The high-speed images revealed that the medial gastrocnemius muscle, a
major calf muscle that attaches to the Achilles tendon, can be likened
to a "clutch" that engages early in the stride, holding one end of the
tendon while the body's energy is transferred to stretch it. Later, the
Achilles -- the long, elastic tendon that runs down the back of the
lower leg -- springs into action by releasing the stored energy in a
rapid recoil to help move you.
The study showed that the muscle "speeds up," or changes its length
more and more rapidly as people walk faster and faster, but in doing so
provides less and less power. Working harder and providing less power
means less overall muscle efficiency.
When people break into a run at about 2 meters per second, however,
the study showed that the muscle "slows down," or changes its length
more slowly, providing more power while working less rigorously, thereby
increasing its efficiency.
"The ultrasound imaging technique allows you to separate out the
movement of the muscles in the lower leg and has not been used before in
this context," Farris says.
The finding sheds light on why speed walking is generally confined to
the Olympics: muscles must work too inefficiently to speed walk, so the
body turns to running in order to increase efficiency and comfort, and
to conserve energy.
"The muscle can't catch up to the speed of the gait as you walk
faster and faster," Sawicki says. "But when you shift the gait and
transition from a walk to a run, that same muscle becomes almost static
and doesn't seem to change its behavior very much as you run faster and
faster, although we didn't test the muscle at sprinting rates."
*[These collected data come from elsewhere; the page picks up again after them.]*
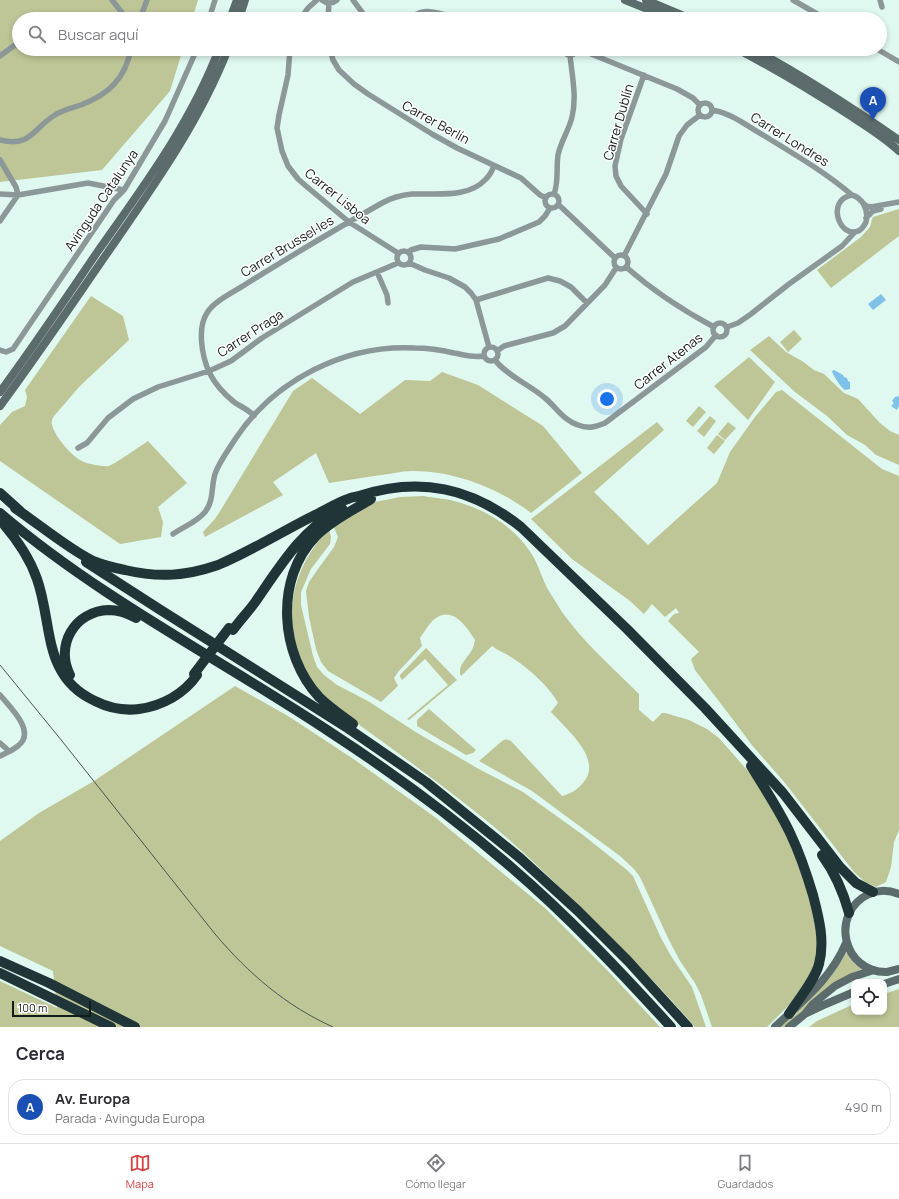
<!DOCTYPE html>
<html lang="es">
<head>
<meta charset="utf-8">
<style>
  body { margin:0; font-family:Manrope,sans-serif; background:#f2f2f3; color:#2b2b33 }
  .controls { position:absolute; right:12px; bottom:12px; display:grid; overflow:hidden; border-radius:8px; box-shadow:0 2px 6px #0003 }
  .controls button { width:36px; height:36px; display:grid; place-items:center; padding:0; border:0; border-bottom:1px solid #e1e1e2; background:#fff; color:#2b2b33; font:20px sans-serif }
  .scale { position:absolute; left:12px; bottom:10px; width:79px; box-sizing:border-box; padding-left:4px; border:2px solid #131c19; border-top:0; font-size:11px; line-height:14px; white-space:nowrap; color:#131c19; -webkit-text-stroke:3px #fff; paint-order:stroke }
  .you { position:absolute; left:607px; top:399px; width:14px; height:14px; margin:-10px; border:3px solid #fff; border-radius:50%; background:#1a73e8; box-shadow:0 0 0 6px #1a73e833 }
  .badge { display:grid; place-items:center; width:26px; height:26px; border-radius:50%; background:#d24342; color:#fff; font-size:13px; font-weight:700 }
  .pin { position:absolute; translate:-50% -33px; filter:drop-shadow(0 1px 2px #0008) }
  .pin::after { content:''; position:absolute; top:21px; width:14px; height:12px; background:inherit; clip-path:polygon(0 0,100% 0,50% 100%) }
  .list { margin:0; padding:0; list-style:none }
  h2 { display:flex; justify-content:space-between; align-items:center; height:52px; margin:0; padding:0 16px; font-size:17px }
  h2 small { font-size:13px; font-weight:400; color:#7c7c81 }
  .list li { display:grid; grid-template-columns:26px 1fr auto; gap:12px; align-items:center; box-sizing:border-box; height:56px; margin:0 8px 8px; padding:0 8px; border:1px solid #e1e1e2; border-radius:16px }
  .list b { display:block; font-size:15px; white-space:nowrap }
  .list p { margin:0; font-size:13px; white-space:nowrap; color:#7c7c81 }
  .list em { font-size:13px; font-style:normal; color:#7c7c81 }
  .icon { flex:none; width:22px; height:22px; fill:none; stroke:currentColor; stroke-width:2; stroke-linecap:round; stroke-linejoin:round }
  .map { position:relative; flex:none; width:899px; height:1027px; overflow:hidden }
  .search { position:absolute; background:#fff; box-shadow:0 2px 6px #0003; left:12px; right:12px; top:12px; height:44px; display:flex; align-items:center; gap:10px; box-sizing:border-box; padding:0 14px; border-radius:22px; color:#7c7c81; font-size:15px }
  .sheet { height:116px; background:#fff }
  nav { display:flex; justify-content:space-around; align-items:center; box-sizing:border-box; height:56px; border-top:1px solid #e1e1e2; background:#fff; font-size:11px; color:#7c7c81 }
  nav a { display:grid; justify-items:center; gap:2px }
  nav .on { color:#d24342 }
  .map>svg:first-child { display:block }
  .green { fill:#bec596 }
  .water { fill:#7fc2e9 }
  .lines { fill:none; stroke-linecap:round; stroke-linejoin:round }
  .street { stroke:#8c9798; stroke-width:5.5 }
  .secondary { stroke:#5c6c6d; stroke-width:8 }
  .highway { stroke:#1f3537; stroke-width:10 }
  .tram { stroke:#485550; stroke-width:1 }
  .highway-bridge { stroke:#1f3537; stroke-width:10 }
  .labels { text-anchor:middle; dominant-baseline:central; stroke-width:3; stroke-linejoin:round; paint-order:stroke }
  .street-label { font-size:13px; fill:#131c19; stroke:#fff }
</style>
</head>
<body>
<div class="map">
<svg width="899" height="1027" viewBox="0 0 899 1027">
  <rect width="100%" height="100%" fill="#dff8f0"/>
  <path class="green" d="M0,0h198l-6,19h-173v30h164l-13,42 -68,79 -102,12z
    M899,209v27l-68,52 -14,-18 44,-33 9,-10 2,-8 1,-2z
    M91,296l32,20 6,24 -49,46 -26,30c-2,3 -3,6 -2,9 3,12 21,33 32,37 4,2 20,5 25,4 4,-1 33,-21 39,-25l39,42 -29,24 5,15 -2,15 -41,7 -120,-83v-36l12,-13 13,-6 2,-9 -2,-7z
    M794,330l8,9 -14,13 -8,-10z
    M769,336l17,16 16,9 12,9 10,4 20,19 14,6 22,24 10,8 9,4v30l-23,-10 -11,-10 -18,-10 -20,-19 -32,-24 -45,-42z
    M749,357l26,25 -27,38 -34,-34z
    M442,372l36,13 65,41 39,47 -51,40c-32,-25 -79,-43 -120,-42 -10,0 -20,3 -30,4 -18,3 -35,5 -52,8l-13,-30 -43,29 10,13 -78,42 -2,-5 11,-12 5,-7 74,-122 19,-13 48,36 45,-34 25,1z
    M782,390l100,79 17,7v354l-5,12 -3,25 -5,15 -10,5 -11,-5 -11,-10 -69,-89 -34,-39 -17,-23 -39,-51 -4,-11 8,-7 -31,-31 6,-7 5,-1 -3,-5 -11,9 -13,-13 -8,10 -14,-13 -58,-42 -41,-40 126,-97 7,8 -70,62 54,53 69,-62 13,-31 25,-35 21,-25z
    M699,406l7,6 -13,15 -7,-6z
    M710,416l6,5 -12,16 -7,-6z
    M728,422l8,6 -11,12 -7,-6z
    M717,435l8,6 -11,13 -7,-6z
    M424,496c9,2 20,2 30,5 32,8 63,27 80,57 5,9 8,20 13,30 5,8 10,16 15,24 21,30 51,56 77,82v16l14,12 9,-9h3l24,7 18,9 12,9 28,32 13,17 28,48 24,68 7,42 -8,32 -19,25 -25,25h-55l-11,-32 -6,-12 -15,-22 -12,-23 -28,-61 -6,-8 -14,-13 -88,-65 -53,-30 23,-20c3,-2 5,-2 9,0l51,55c8,-2 15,-6 21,-13 21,-24 -17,-54 -32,-71l7,-9c-9,-17 -31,-36 -47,-46 -6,-4 -14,-7 -19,-11l-31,30c-4,-8 4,-16 9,-23 3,-4 4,-8 5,-13 -8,-13 -22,-34 -39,-22 -7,5 -11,13 -16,20l2,8 -24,26 -4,6 4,8 -17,16 -53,-31 -7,-9 -5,-13 -7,-32 -3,-26 3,-9 9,-13 16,-22 4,-10 -5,-12 42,-23 25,-5z
    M329,529l2,8 -1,7 -19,25 -10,23v13l12,51 4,11 7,8 13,10 31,16 46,30 63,37 46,24 60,43 44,35 6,6 28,62 10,18 21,31 14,40h-11c-37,-43 -77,-83 -117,-122 -29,-28 -59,-58 -91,-84 -31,-25 -63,-49 -96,-73 -29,-22 -71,-47 -87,-81 -23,-49 -12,-100 25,-138z
    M426,648l31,32 -48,40 -2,-1 41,-34 -23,-26 -23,21 -2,-3v-2z
    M235,686l53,30 67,44 81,58 110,91 60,60 54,58h-660v-46l57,27 -4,-37 -53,-25v-105l39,-28 55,-32z
    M429,709l47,41 -3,3 -7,2 -49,-29v-6z
    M847,952c4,8 7,13 16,17 -32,13 -54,36 -78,58h-6l53,-52z
    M899,989v38h-90l8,-6 37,-17v8h30v-18z"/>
  <path class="water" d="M881,294l5,6 -13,10 -5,-6z
    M834,370l9,5 1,2 3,1 1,3 2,1v7l-5,1c-4,-2 -12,-15 -13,-19z
    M899,396v10l-2,4 -6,-4 3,-3 -2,-2 3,-4z"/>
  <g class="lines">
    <path class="street" d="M112,0l15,19
      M322,0c5,4 10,4 15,0
      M353,0l14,19
      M793,0l33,19
      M880,0l2,7
      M140,19l7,-19
      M209,19l6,-19
      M300,19l8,-11 9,-8
      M328,19l1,-16
      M408,19c13,-9 19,-9 34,-5 5,1 10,2 15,5
      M290,49l-2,26 -9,40 -2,13 5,23 6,15 10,13 8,7 43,36 49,31
      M330,49l3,11 6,10 15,14 14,10 64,40 25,14 64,30 19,17 6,3
      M495,49l6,3h5l53,-3
      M563,49c2,5 6,8 11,5l4,-5
      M579,49l98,40 16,9 7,7
      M877,49l22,13
      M0,56l19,-14
      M644,75l-23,64 -6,27 1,10 5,10 26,28
      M698 110a7 7 0 1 1 14 0a7 7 0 1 1-14 0Z
      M712,110c19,3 35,16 51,25 31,19 62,37 89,60
      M0,140c31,8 33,-12 55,-25 8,-5 17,-7 26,-10 28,-11 44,-26 50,-56
      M0,160l16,27 2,8 -18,26
      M545 201a7 7 0 1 1 14 0a7 7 0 1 1-14 0Z
      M0,194l18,1 70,-12 36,7
      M554,194c5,-13 2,-26 4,-39 3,-14 11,-25 14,-38 5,-20 0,-41 -2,-62
      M852,195c11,3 17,16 14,27 -2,4 -4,8 -8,9 -18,8 -33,-31 -6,-36z
      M863,203l3,3 5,1 28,-5
      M559,205l56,53
      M866,218l7,-7 8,-2
      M397 258a7 7 0 1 1 14 0a7 7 0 1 1-14 0Z
      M408,252l3,-2 10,-3 34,2 44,-10 40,-17 6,-6 5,-8
      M614 262a7 7 0 1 1 14 0a7 7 0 1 1-14 0Z
      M624,256l42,-82 13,-38 8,-11 13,-10
      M409,263l16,7 24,8 16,9 6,6 5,7 13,47
      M626,267c25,22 58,44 88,60
      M377,272l10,23 1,8
      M476,300l72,-22 12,3 11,6 16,16
      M713 330a7 7 0 1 1 14 0a7 7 0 1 1-14 0Z
      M727,327l11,-4 13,-9 38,-30 53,-38 13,-14
      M484 354a7 7 0 1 1 14 0a7 7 0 1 1-14 0Z
      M0,350l6,2 7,-3 101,-149 10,-10 41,-69 32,-72
      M497,351l7,-5 49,-13 12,-7 40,-41 11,-17
      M495,360c11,15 35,25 50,38 11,9 19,23 33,27 10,4 18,2 27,-2l101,-76 10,-12
      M254,416c-6,-7 -13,-9 -20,-14 -10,-8 -19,-18 -25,-30 -7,-16 -12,-44 -2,-59 7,-12 27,-21 39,-29 45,-28 90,-55 136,-81 9,-5 19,-8 30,-9 23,-1 56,5 74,-15 4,-4 6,-8 8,-13
      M78,448l9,-5 21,-25 25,-19 25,-12 51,-16 22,-10 31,-23 91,-56 45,-19
      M173,534c11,-8 23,-11 32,-22 9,-11 6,-25 10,-38 4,-12 14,-25 21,-36 39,-58 109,-94 179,-90 13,0 26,2 39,5 11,2 18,5 30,3
      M0,695c9,11 36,36 19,50 -5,5 -13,8 -19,11
      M0,743l9,8"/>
    <path class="secondary" d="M625,0l47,19
      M646,0l45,19
      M230,19l7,-19
      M239,19l6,-19
      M737,49c38,20 75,42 112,66 17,11 35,22 50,36
      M753,49c51,27 98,58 146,91
      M0,392c34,-46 66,-94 98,-141 45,-64 93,-128 121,-202
      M0,406c37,-50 72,-102 108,-154 45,-65 91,-129 120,-203
      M899,894c-10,-4 -21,-4 -30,0 -40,19 -26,79 18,78 4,-1 8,-2 12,-3
      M884,984l15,-5
      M807,1013l19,-9 28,-12
      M775,1027c27,-26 56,-48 71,-84
      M789,1027l16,-13 8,-10 22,-18 17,-9 22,-7"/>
    <path class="highway" d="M0,493l20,18
      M15,508c25,17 52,40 78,53 10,4 22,7 32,9 34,8 61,6 93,-5 33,-14 65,-34 97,-50 11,-5 21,-12 33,-16 3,-2 8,-2 11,-3 61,-20 113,-8 162,31l106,102 78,79 78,85 57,74 16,16 17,9
      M0,513c101,86 220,146 330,219 63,41 124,86 181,135 57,49 109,104 160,160
      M0,520c16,18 29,36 37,59 16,45 5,98 58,122 14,7 29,10 44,8 23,-3 45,-15 58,-34
      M86,562l73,47 187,118 80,55 94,76 58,53 50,50 60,66
      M233,630c7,-10 16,-19 23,-29 24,-35 47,-73 86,-93
      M70,675c-15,-29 4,-64 39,-65 10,0 18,3 27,8
      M353,724c-12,-9 -24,-17 -34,-27 -39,-42 -45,-118 -3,-161 16,-16 36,-25 55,-37
      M751,766c14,23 29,45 40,69 9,19 16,40 22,60 6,23 12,46 6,69 -4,16 -21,36 -30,50
      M822,855c13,18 21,36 27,58
      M0,961l49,22 86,44
      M0,973l111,54"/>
    <path class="tram" d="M0,665l62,76 153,193c33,39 71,72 118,93"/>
    <path class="highway-bridge" d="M194,674l35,-46"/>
  </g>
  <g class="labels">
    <g class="street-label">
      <text transform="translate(436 122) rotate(29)">Carrer Berlín</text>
      <text transform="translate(618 122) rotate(-74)">Carrer Dublín</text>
      <text transform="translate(790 139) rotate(32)">Carrer Londres</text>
      <text transform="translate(338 196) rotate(39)">Carrer Lisboa</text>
      <text transform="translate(101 200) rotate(-56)">Avinguda Catalunya</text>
      <text transform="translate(287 246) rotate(-31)">Carrer Brussel·les</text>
      <text transform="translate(250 333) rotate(-33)">Carrer Praga</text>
      <text transform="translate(668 361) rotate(-38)">Carrer Atenas</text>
    </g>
  </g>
</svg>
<div class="controls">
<button><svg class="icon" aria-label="locate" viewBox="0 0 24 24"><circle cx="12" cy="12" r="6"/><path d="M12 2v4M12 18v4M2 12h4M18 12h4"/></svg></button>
</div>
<div class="scale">100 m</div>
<div class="you"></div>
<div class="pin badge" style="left:873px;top:120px;background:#1a4fb4">A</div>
<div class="search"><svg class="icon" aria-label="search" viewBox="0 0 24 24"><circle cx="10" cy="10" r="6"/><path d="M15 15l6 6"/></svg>Buscar aquí</div>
</div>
<section class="sheet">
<h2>Cerca<small></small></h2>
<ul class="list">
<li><span class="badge" style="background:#1a4fb4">A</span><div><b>Av. Europa</b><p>Parada · Avinguda Europa</p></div><em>490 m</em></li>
</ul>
</section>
<nav>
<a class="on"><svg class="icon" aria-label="map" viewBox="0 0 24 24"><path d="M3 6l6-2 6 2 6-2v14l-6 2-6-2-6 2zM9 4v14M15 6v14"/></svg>Mapa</a>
<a><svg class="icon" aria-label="directions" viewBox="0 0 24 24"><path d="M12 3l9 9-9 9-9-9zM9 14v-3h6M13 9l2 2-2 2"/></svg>Cómo llegar</a>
<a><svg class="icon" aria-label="saved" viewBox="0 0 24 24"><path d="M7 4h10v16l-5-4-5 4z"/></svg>Guardados</a>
</nav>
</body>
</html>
The research could help inform the best ways of building assistive or
prosthetic devices for humans, or help strength and conditioning
professionals assist people who have had spinal-cord injury or a stroke,
Sawicki and Farris say.
The researchers are part of NC State's Human PoWeR (Physiology of
Wearable Robotics) Lab, directed by Sawicki. The joint Department of
Biomedical Engineering is part of NC State's College of Engineering and
the University of North Carolina-Chapel Hill's School of Medicine.